Duncan Jones, fils de Bowie, vient chercher son trophée de l'album de l'année

Bowie a ensuite doublé la mise dans la catégorie reine de l'album de l'année, avec "Blackstar", sorti deux jours avant sa mort. Là, c'est son propre fils, le réalisateur Duncan Jones, qui a reçu la récompense des mains de Noel Gallagher, du groupe Oasis, qui a lancé "The King" en tendant son micro vers le ciel.


"J'ai perdu mon père l'année dernière, et je suis aussi devenu un père. J'ai passé beaucoup de temps, après avoir surmonté le choc, à me demander ce que je voudrais que mon fils connaisse de son grand-père. (...) Il a toujours soutenu les gens un peu bizarres, un peu différents. Ce trophée est pour tous les dingos et pour les gens qui font les fous", a dit Duncan Jones. Blackstar, album testament, n'avait même pas été pré-sélectionné aux Grammy Awards il y a dix jours à Los Angeles, où Bowie a tout de même remporté cinq autres récompenses.

Duncan Jones a conclu sur Twitter son discours : "Il y a une petite chose que j'ai oubliée pendant mon discours. Va te faire foutre, cancer. Sur toute la planète."

Radiohead une nouvelle fois bredouille

Dans les autres catégories, Emeli Sande a remporté sa deuxième récompense de meilleure artiste britannique, après 2013. The 1975 a été désigné meilleur groupe britannique par le jury, et Radiohead, auteur d'un splendide album, "A Moon Shaped Pool", est donc reparti une nouvelle fois bredouille. "C'est irréel, on forme un groupe depuis qu'on a 13 ans et ce genre de choses n'arrive généralement jamais", a commenté le chanteur, Matty Healy. Le chanteur de blues et hip-hop Rag'N'Bone Man a créé la surprise en remportant la récompense de révélation britannique de l'année, au nez à la barbe notamment du rappeur Skepta. Celui-ci avait également été nommé dans la catégorie de meilleur artiste masculin. Mais il a seulement foulé la scène pour interpréter son tube vitaminé "Shutdown".

Sur les réseaux sociaux, certains y ont aussitôt vu une nouvelle preuve des supposés préjugés raciaux de la cérémonie. Les "Brits" avaient été très critiqués en 2016 pour leur manque d'audace et leur sélection "trop blanche" en l'absence d'artistes représentant les musiques urbaines et la diversité ethnique du pays. En près de 40 ans, seuls trois artistes noirs ont gagné la récompense de meilleur artiste britannique masculin, le dernier par Dizzee Rascal en 2010.
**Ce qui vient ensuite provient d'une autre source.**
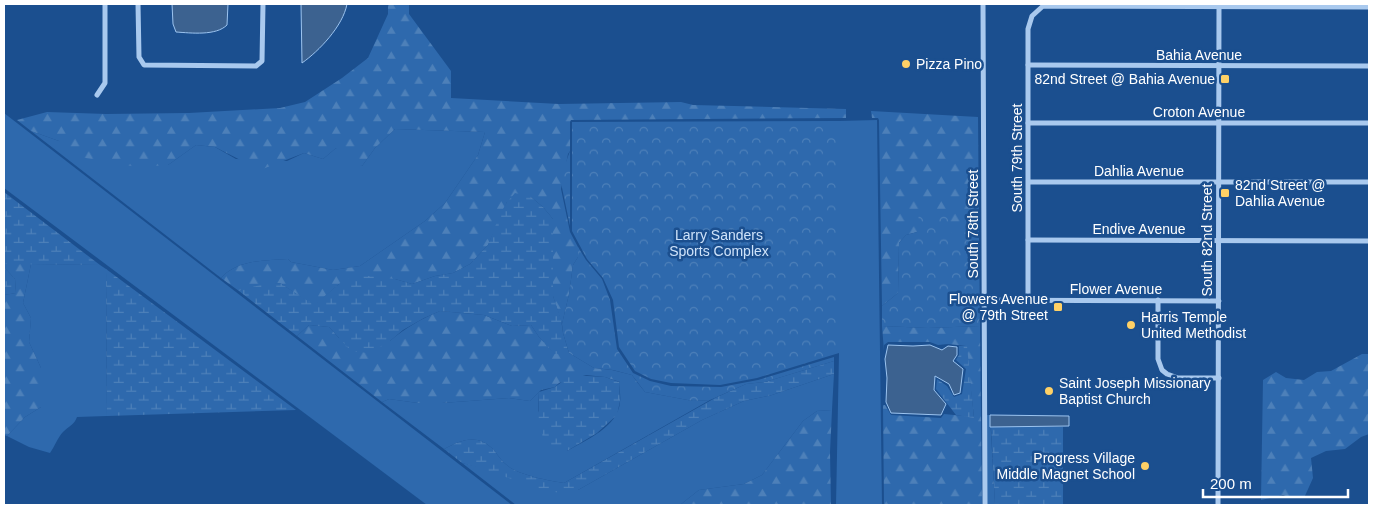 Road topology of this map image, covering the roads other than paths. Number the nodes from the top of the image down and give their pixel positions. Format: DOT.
graph roads {
  1 [pos="105,4"];
  2 [pos="138,4"];
  3 [pos="263,4"];
  4 [pos="983,4"];
  5 [pos="1219,5"];
  6 [pos="1369,7"];
  7 [pos="1028,65"];
  8 [pos="1219,66"];
  9 [pos="1369,66"];
  10 [pos="97,95"];
  11 [pos="1028,123"];
  12 [pos="1219,123"];
  13 [pos="1369,123"];
  14 [pos="1029,182"];
  15 [pos="1219,182"];
  16 [pos="1369,182"];
  17 [pos="1028,240"];
  18 [pos="1218,241"];
  19 [pos="1369,241"];
  20 [pos="984,300"];
  21 [pos="1028,300"];
  22 [pos="1158,300"];
  23 [pos="1218,301"];
  24 [pos="1219,378"];
  25 [pos="985,505"];
  26 [pos="1218,505"];
  1 -- 10 [label="street"];
  2 -- 3 [label="street"];
  4 -- 20 [label="street, South 78th Street"];
  5 -- 6 [label="street"];
  5 -- 7 [label="street, South 79th Street"];
  5 -- 8 [label="street, South 82nd Street"];
  7 -- 8 [label="street, Bahia Avenue"];
  7 -- 11 [label="street, South 79th Street"];
  8 -- 9 [label="street, Bahia Avenue"];
  8 -- 12 [label="street, South 82nd Street"];
  11 -- 12 [label="street, Croton Avenue"];
  11 -- 14 [label="street, South 79th Street"];
  12 -- 13 [label="street, Croton Avenue"];
  12 -- 15 [label="street, South 82nd Street"];
  14 -- 15 [label="street, Dahlia Avenue"];
  14 -- 17 [label="street, South 79th Street"];
  15 -- 16 [label="street, Dahlia Avenue"];
  15 -- 18 [label="street, South 82nd Street"];
  17 -- 18 [label="street, Endive Avenue"];
  17 -- 21 [label="street, South 79th Street"];
  18 -- 19 [label="street, Endive Avenue"];
  18 -- 23 [label="street, South 82nd Street"];
  20 -- 21 [label="street, Flower Avenue"];
  20 -- 25 [label="street, South 78th Street"];
  21 -- 22 [label="street, Flower Avenue"];
  22 -- 23 [label="street, Flower Avenue"];
  22 -- 24 [label="street"];
  23 -- 24 [label="street, South 82nd Street"];
  24 -- 26 [label="street, South 82nd Street"];
} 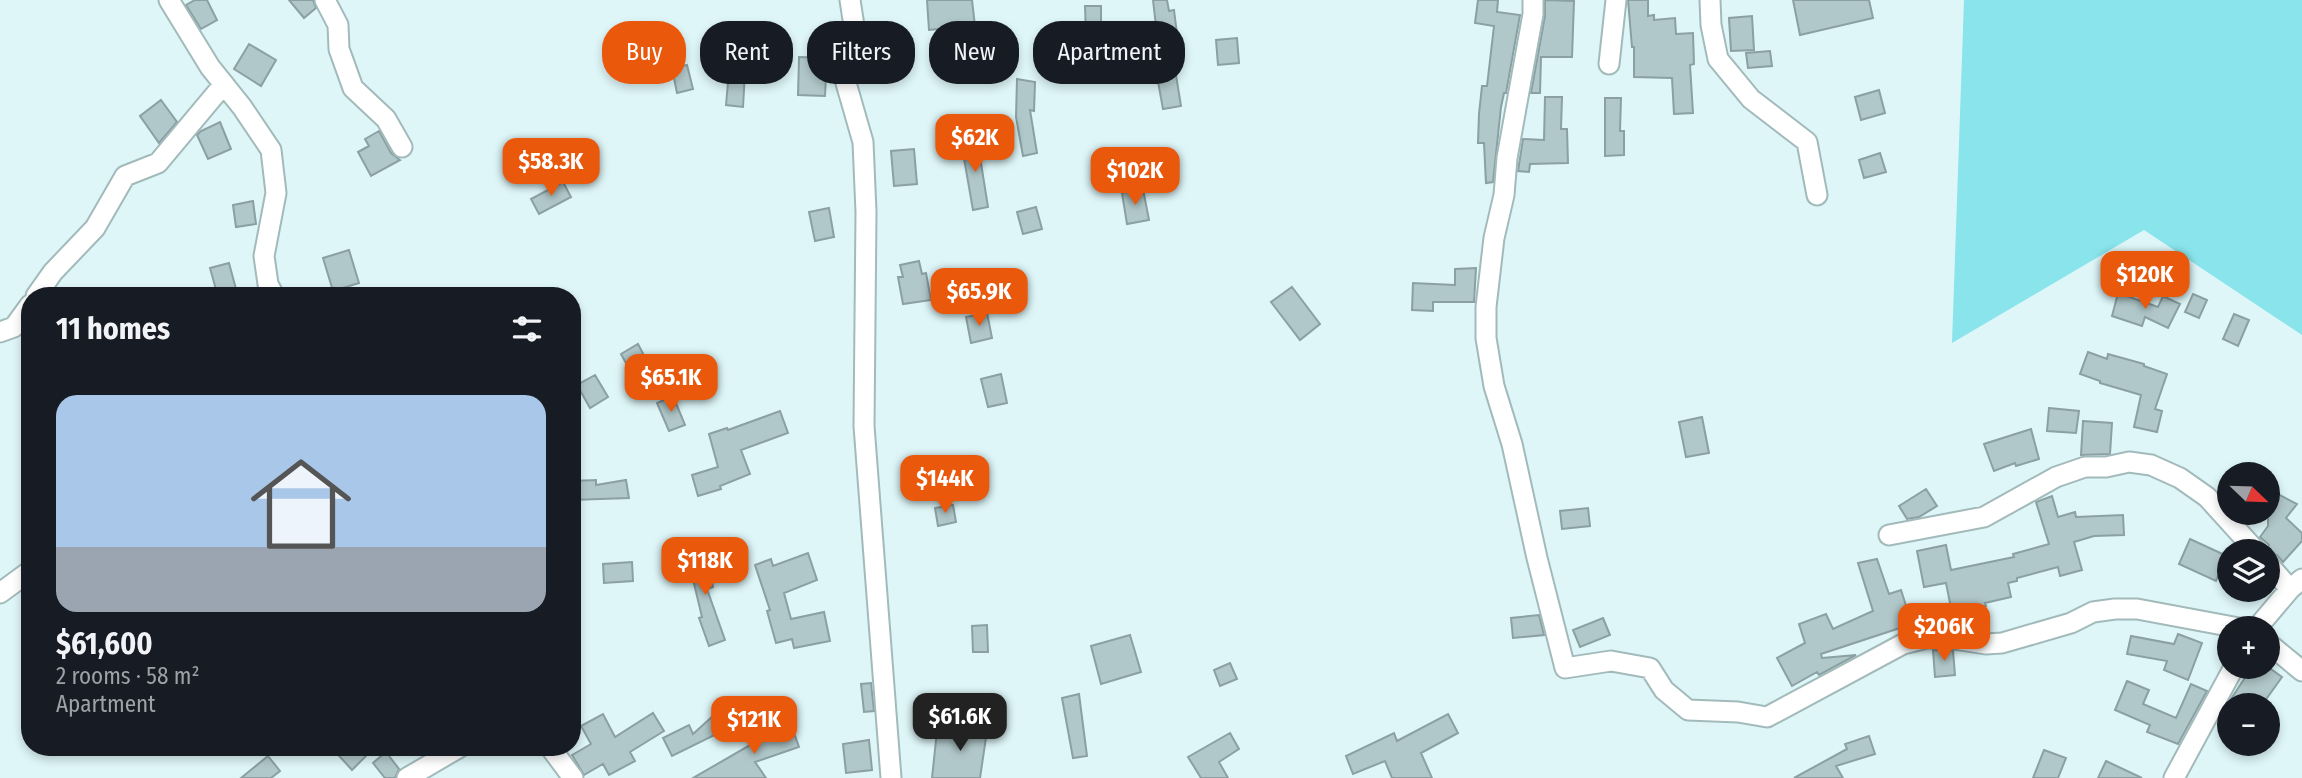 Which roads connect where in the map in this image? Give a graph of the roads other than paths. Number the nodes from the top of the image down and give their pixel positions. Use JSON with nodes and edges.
{"nodes":[{"id":1,"x":169,"y":0,"type":"edge"},
{"id":2,"x":325,"y":0,"type":"edge"},
{"id":3,"x":850,"y":0,"type":"edge"},
{"id":4,"x":1533,"y":0,"type":"edge"},
{"id":5,"x":1616,"y":0,"type":"edge"},
{"id":6,"x":1710,"y":0,"type":"edge"},
{"id":7,"x":1609,"y":64,"type":"dead end"},
{"id":8,"x":224,"y":85,"type":"junction"},
{"id":9,"x":402,"y":147,"type":"dead end"},
{"id":10,"x":1817,"y":195,"type":"dead end"},
{"id":11,"x":42,"y":287,"type":"edge"},
{"id":12,"x":270,"y":287,"type":"edge"},
{"id":13,"x":21,"y":317,"type":"edge"},
{"id":14,"x":0,"y":332,"type":"edge"},
{"id":15,"x":1889,"y":535,"type":"dead end"},
{"id":16,"x":2245,"y":539,"type":"edge"},
{"id":17,"x":2280,"y":573,"type":"edge"},
{"id":18,"x":21,"y":578,"type":"edge"},
{"id":19,"x":2296,"y":584,"type":"edge"},
{"id":20,"x":0,"y":593,"type":"edge"},
{"id":21,"x":2268,"y":616,"type":"edge"},
{"id":22,"x":2217,"y":624,"type":"edge"},
{"id":23,"x":2280,"y":653,"type":"edge"},
{"id":24,"x":2302,"y":671,"type":"edge"},
{"id":25,"x":2228,"y":679,"type":"edge"},
{"id":26,"x":445,"y":756,"type":"edge"},
{"id":27,"x":557,"y":756,"type":"edge"},
{"id":28,"x":407,"y":778,"type":"edge"},
{"id":29,"x":573,"y":778,"type":"edge"},
{"id":30,"x":891,"y":778,"type":"edge"},
{"id":31,"x":2174,"y":778,"type":"edge"}],
"edges":[{"from":1,"to":8,"type":"street"},
{"from":2,"to":9,"type":"street"},
{"from":3,"to":30,"type":"street"},
{"from":4,"to":22,"type":"street"},
{"from":5,"to":7,"type":"street"},
{"from":6,"to":10,"type":"street"},
{"from":8,"to":11,"type":"street"},
{"from":8,"to":12,"type":"street"},
{"from":13,"to":14,"type":"street"},
{"from":15,"to":16,"type":"street"},
{"from":17,"to":19,"type":"street"},
{"from":18,"to":20,"type":"street"},
{"from":19,"to":21,"type":"street"},
{"from":23,"to":24,"type":"street"},
{"from":25,"to":31,"type":"street"},
{"from":26,"to":28,"type":"street"},
{"from":27,"to":29,"type":"street"}]} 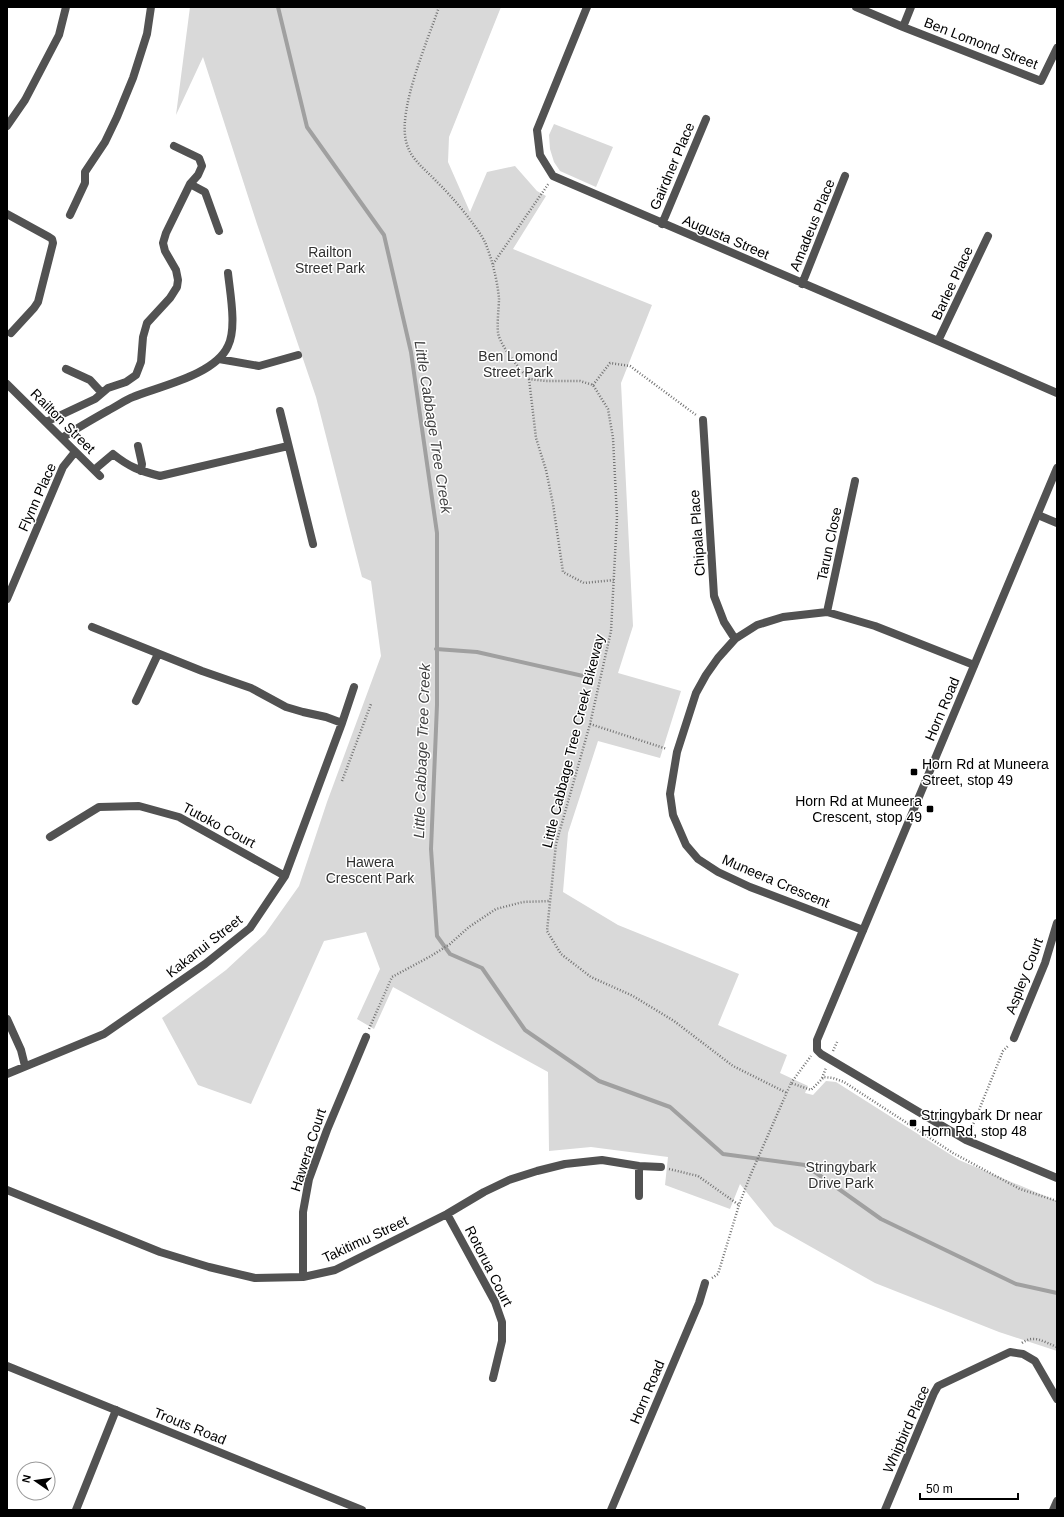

Les organisateurs ont voulu rectifier le tir cette année en nommant notamment quatre artistes de couleur aux côtés de David Bowie, resté inaccessible. Les récompenses internationales ont été distribuées au pas de charge, sans discours ni remerciements.

Beyoncé prend sa revanche sur les Grammys

Le rappeur canadien Drake, roi des ventes d'albums en 2016, a gagné le prix du meilleur artiste international, devançant notamment son compatriote Leonard Cohen, nommé comme Bowie à titre posthume.

Chez les femmes, Beyoncé a pris sa revanche sur les Grammys en étant préférée à sa soeur Solange, à Rihanna, à Sia et à la Française Christine and the Queens.

Les "Brits" ont par ailleurs rendu hommage, à travers un montage vidéo, à plusieurs grands disparus de 2016 dont Prince, Leonard Cohen, le groupe Viola Beach - emporté dans un terrible accident de voiture - et George Michael. "Le ciel s'est écroulé" lorsque George Michael est mort, a déclaré Andrew Ridgeley, venu saluer sur scène la mémoire de son ancien compère du groupe Wham! en compagnie du duo pop du siècle dernier Pepsie et Shirlie. Chris Martin du groupe Coldplay est venu chanter "A Different Corner" dans un duo virtuel avec le chanteur disparu.

Le palmarès

Meilleur artiste britannique : David Bowie
Meilleure artiste britannique : Emeli Sande
Meilleur groupe britannique : The 1975
Révélation : Rag 'N' Bone Man
Meilleur single britannique : Little Mix avec "Shout Out To My Ex"
Meilleur album britannique : David Bowie avec "Blackstar"
Meilleur artiste international : Drake
Meilleure artiste internationale : Beyoncé
Meilleur groupe international : A Tribe Called Quest
Meilleur clip d'artiste britannique : One Direction avec "History"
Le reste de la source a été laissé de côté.